Segundo Amoedo, um dos principais receptadores da capital tem como apelido "Carioca". Ele foi preso durante uma operação na Avenida Suburbana há quatro meses. "Os receptadores são os grande vilões, porque sem receptação não tem ladrão. Para receptador, tem que ser dobrada a pena. Senão, a gente vai ficar enxugando gelo", critica o fato de ser um crime afiançavel no país.
Sobre os bairros onde os crimes são mais recorrentes, com base nos dados da SSP-BA elencados acima, Dermeval Amoedo explica que Itapuã e Brotas são localidades com variadas rotas de fuga, algumas que levam, inclusive, à BR-324 e à região metropolitana.
Sobre as características da vítimas de carro, aponta pessoas que se colocam em posição de fragilidade. "Normalmente, [os bandidos] escolhem as vítimas mais frágeis. Inclusive, há muito roubo de apenas um bandido. Então, observam fragilidades. Não estou dizendo que a vítima é culpada, mas que facilita.
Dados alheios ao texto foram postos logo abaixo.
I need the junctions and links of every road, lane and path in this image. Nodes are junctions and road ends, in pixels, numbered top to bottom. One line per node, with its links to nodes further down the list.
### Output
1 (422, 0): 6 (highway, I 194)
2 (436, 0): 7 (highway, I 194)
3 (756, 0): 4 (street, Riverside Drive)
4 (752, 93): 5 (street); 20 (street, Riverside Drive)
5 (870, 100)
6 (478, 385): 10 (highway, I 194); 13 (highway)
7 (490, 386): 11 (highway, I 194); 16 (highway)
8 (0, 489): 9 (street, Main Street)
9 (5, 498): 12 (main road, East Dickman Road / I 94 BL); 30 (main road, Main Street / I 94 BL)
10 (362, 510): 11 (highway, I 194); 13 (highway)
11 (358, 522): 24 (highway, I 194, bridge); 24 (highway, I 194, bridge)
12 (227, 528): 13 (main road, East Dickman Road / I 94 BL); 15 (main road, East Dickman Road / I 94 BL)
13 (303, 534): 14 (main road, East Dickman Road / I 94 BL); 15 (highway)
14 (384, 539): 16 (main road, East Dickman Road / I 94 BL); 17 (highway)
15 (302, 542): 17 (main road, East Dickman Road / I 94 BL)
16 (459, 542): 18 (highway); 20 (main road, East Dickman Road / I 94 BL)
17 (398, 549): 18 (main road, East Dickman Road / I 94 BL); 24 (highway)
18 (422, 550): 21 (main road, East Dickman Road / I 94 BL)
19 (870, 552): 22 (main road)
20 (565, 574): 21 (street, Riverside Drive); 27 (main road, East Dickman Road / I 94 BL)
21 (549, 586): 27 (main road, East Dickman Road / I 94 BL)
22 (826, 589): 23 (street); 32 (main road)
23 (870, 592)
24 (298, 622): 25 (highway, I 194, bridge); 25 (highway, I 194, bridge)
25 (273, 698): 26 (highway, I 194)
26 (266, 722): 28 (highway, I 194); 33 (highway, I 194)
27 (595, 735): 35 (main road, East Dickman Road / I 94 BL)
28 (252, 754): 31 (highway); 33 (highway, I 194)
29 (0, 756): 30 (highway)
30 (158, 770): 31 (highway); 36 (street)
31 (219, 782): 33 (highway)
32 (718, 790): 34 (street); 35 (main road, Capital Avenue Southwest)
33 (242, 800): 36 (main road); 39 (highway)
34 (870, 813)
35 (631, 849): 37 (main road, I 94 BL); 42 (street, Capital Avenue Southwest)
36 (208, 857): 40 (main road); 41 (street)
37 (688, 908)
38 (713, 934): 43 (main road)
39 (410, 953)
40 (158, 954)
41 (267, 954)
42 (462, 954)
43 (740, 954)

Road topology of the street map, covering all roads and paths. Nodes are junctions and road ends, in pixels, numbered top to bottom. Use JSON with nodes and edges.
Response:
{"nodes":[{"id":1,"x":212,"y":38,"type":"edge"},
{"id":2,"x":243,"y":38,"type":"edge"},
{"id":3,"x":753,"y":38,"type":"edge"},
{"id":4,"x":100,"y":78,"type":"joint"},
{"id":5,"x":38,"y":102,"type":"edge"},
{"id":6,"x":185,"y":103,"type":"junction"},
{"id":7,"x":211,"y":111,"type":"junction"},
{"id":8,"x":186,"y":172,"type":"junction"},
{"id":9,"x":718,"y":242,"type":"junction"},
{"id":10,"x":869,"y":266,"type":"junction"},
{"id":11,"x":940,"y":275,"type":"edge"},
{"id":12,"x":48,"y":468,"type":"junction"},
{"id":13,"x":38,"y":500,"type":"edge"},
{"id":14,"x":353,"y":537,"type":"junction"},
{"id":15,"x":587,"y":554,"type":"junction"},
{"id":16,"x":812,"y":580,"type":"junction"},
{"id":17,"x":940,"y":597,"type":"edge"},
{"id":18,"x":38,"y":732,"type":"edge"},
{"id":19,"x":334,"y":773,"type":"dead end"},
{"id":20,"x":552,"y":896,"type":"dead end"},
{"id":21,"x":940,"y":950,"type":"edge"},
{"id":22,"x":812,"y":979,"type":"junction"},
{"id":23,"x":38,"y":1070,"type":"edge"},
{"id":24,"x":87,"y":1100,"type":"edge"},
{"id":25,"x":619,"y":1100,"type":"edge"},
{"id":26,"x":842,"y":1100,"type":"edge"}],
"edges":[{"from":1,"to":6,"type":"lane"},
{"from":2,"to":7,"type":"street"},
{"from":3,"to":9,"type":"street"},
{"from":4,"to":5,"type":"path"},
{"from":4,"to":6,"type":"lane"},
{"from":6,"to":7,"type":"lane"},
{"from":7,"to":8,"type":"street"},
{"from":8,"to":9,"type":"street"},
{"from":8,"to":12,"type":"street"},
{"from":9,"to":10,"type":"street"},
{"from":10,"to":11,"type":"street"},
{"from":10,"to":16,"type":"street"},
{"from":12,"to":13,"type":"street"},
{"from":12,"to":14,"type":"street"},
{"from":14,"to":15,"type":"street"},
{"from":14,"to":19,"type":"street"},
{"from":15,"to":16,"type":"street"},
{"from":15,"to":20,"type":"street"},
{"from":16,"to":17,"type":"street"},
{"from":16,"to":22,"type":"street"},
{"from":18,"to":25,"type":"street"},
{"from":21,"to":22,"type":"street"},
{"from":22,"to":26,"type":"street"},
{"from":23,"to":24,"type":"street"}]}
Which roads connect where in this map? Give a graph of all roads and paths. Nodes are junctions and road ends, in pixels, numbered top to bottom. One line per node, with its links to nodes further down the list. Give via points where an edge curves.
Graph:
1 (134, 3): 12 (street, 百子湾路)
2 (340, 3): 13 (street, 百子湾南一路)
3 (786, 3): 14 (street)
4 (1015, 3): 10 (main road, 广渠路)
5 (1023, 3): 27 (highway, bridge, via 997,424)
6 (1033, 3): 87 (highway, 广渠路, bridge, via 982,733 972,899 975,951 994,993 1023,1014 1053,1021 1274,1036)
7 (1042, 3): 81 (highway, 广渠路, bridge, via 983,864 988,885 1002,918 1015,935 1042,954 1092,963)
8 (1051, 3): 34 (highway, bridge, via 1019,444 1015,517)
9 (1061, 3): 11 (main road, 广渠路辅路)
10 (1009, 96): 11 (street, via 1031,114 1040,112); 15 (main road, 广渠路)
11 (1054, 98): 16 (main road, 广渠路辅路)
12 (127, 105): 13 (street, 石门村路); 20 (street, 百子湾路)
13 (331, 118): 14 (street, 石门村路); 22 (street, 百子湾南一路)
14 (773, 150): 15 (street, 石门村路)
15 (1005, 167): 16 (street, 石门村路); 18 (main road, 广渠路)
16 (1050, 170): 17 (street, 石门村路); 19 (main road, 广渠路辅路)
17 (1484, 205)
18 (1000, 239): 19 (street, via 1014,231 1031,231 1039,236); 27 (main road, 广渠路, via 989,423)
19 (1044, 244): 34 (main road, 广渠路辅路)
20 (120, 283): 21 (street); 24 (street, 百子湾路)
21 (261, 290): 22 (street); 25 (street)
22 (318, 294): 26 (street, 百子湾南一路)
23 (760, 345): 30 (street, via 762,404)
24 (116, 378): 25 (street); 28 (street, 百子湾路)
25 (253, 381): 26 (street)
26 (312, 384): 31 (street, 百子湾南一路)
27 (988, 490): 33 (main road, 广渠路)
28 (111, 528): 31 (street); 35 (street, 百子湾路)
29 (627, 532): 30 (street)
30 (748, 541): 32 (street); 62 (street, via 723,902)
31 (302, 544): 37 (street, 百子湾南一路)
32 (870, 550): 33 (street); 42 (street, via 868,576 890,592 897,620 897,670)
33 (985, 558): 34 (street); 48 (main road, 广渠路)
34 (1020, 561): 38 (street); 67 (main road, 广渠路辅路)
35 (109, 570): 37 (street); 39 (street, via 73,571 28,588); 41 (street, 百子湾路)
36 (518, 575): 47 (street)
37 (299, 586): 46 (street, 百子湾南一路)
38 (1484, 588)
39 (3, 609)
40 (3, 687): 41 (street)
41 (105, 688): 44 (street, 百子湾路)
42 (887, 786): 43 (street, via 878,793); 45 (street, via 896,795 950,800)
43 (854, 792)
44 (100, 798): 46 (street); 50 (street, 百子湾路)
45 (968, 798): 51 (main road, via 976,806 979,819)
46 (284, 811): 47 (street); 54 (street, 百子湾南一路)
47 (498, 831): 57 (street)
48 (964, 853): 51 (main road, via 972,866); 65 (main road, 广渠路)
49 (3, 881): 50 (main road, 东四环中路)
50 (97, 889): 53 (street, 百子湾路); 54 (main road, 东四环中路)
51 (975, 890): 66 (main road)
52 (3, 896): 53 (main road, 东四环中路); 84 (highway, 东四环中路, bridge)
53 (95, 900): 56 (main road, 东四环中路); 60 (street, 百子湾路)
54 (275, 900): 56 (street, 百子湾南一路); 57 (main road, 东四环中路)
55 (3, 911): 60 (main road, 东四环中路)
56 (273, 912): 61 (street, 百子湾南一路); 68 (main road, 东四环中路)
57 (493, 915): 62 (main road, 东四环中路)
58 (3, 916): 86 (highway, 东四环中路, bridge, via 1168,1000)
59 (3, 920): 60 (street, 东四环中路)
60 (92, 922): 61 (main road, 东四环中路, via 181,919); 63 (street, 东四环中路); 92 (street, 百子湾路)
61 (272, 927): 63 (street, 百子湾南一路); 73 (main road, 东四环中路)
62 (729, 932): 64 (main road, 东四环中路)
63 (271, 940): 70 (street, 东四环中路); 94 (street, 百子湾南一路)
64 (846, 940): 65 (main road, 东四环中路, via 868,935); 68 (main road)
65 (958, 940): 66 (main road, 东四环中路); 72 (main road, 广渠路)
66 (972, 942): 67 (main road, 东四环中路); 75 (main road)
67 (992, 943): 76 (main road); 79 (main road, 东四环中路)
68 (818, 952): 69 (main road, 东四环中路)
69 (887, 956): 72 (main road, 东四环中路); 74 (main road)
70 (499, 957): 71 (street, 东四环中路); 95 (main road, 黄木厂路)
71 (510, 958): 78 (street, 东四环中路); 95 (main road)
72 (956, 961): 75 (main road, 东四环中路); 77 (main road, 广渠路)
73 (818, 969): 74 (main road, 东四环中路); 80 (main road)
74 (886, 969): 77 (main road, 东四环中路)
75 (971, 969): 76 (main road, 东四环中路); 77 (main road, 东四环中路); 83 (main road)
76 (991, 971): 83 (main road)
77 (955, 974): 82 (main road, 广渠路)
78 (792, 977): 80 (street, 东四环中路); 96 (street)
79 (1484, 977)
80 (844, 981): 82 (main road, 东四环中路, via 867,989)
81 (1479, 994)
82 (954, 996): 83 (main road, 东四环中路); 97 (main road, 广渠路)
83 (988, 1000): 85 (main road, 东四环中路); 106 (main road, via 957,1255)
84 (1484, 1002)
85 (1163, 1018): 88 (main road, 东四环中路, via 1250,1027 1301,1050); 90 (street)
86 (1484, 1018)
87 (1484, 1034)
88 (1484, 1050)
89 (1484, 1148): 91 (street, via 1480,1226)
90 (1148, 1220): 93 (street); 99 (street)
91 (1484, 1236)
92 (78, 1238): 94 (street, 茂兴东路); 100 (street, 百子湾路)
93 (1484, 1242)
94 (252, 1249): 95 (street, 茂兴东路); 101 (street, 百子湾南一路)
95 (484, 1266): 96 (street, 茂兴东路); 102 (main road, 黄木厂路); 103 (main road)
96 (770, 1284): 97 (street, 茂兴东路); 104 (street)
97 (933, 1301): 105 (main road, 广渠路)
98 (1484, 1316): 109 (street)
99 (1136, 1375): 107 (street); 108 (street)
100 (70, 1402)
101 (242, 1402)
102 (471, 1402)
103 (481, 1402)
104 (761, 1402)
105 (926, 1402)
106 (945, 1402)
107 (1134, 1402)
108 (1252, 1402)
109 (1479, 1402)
Na maioria dos casos, nós vemos vítimas dentro do carro namorando, batendo papo, penteando o cabelo, mexendo no whatsapp", revela.
'Não reaja'
Neste ano, foram registrados três casos de latrocínio - que é roubo seguido de morte -, em tentativas de assalto a carro. No dia 9 de julho, o publicitário Bau Menezes foi morto quando levava a namorada em casa no bairro de Santo Agostinho.
No dia 1º de agosto, Felipe Rauta Cabral, de 25 anos, foi morto na Rua Alberto Fiuza, no Imbuí, após abordagem de dois homens. No dia 29 de agosto, Mariana Oliveira Teles, de 22 anos, foi assassinada no bairro do Costa Azul, quando chegava de carro para visitar o namorado.
"Tivemos nos últimos tempos três casos de repercussão, mas isso é minoria", destaca. Em caso de roubo a mão armada, o delegado orienta que a vítima nunca reaja. "Tem seu trabalho, seu suor, mas a vida não se paga. Em momento algum reaja. O bandido muitas vezes está drogado e não tem nada a perder. Não reaja e deixe com a polícia", aconselha.